Photo courtesy of the Denver Police Department.
Bustaman Kartabrata
In just two minutes, a 9-year-old boy from Denver lost all his next of kin.
His mom and dad, Althea and Joseph McDaniels, lay dead on the ground floor of their home in Bear Valley. His 11-year-old sister Christine was dead upstairs with gunshot wounds to the head.
Soon the family had to move to Mississippi to be closer to relatives. Instead, according to police and prosecutors, Bustaman Kartabrata tricked his family — his family — into letting him into the house on May 23, 2019, and opened fire on his stepson, his stepson’s wife, and his granddaughter.
“Instead, they were brutally murdered, shot again and again, again and again,” prosecutor Ashley Beck said Wednesday in her opening remarks at Kartrabrata’s trial.
After a nearly three-year delay, Kartabratha’s trial began Tuesday in Denver District Court, where he faces three charges of first-degree murder in connection with the McDaniels’ death. If found guilty of the murder, Kartabrat would be sentenced to life imprisonment.
Prosecutors presented their evidence on Wednesday morning.

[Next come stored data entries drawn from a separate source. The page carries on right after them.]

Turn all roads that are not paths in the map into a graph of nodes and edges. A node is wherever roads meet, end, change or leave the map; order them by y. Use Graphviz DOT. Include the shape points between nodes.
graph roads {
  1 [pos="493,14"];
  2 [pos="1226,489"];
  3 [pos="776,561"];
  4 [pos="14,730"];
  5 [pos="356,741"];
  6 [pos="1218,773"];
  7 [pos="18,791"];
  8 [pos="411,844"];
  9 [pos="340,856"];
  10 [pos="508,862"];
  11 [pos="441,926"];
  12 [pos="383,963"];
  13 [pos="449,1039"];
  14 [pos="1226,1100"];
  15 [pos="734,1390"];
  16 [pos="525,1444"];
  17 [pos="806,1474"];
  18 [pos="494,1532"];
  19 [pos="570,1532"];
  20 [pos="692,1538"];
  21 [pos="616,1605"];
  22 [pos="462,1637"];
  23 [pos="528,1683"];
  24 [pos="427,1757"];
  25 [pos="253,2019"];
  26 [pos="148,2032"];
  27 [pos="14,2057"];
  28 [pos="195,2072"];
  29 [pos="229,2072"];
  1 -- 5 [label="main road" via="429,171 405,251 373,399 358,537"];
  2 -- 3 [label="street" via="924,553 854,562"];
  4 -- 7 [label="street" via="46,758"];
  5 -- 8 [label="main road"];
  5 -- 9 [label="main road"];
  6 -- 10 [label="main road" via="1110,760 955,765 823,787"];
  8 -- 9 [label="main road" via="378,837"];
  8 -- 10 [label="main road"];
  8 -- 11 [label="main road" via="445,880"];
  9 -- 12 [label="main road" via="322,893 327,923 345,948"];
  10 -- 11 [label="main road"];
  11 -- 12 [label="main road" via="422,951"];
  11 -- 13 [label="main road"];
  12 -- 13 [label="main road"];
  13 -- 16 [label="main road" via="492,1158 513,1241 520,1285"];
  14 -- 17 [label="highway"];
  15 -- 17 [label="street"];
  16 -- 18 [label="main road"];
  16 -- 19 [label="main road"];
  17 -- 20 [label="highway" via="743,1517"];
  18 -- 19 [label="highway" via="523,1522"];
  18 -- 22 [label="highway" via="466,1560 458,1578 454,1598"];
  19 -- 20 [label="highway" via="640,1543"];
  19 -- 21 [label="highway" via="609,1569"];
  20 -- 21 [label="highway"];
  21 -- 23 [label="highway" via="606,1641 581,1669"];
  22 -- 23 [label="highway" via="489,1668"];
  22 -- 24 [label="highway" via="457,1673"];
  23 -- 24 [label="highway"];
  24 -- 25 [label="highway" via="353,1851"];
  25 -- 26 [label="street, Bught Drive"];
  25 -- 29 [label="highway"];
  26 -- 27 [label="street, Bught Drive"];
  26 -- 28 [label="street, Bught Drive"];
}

They have the testimony of a 9-year-old boy who survived by running away from home when the shooting broke out and ran to a neighbor’s apartment for help. The boy, during police interrogation, identified Kartabratha as the shooter and said that Kartabratha was married to his grandmother, according to the affidavit at Kartabratha’s arrest. The boy, now 12, is expected to testify in court.
Investigators also collected surveillance footage from a neighbor’s home showing Kartabratha entering the McDaniel home with his wife and exiting shortly after. The video showed Kartabratha returning to the McDaniel home at approximately 9:29 that night, leaving about two minutes later. The video also shows the boy running away from home, running down the driveway with Kartabratha inside.
Beck said that Kartabratha returned to the house and said that his wife left her purse inside. When the McDaniels let him in, he opened fire with a silenced pistol, Beck told jurors.
When police tracked Kartabratha to his home hours later, they found six packed suitcases in the living room and smaller bags containing $30,000 in cash, as well as the passports of Kartabratha and his wife, who was Joseph McDaniels’ mother, Beck said.
But prosecutors lack one thing: an alleged motive.
“The evidence will present a very clear picture of a man who came to the McDaniels family home with a gun, a silencer and a ruse to commit a brutal murder with no apparent motive,” Beck said.
Lawyers for Cartabratha did not present any contradictory evidence in their brief opening statement, but urged jurors not to let sympathy or bias influence their decision.
“I want you to listen to the evidence with an open and skeptical eye,” public defender Sarah Welton-Mitchell said.
The trial was repeatedly delayed as Kartabrata underwent a competency assessment and treatment to restore his legal capacity.
The trial is expected to last a week.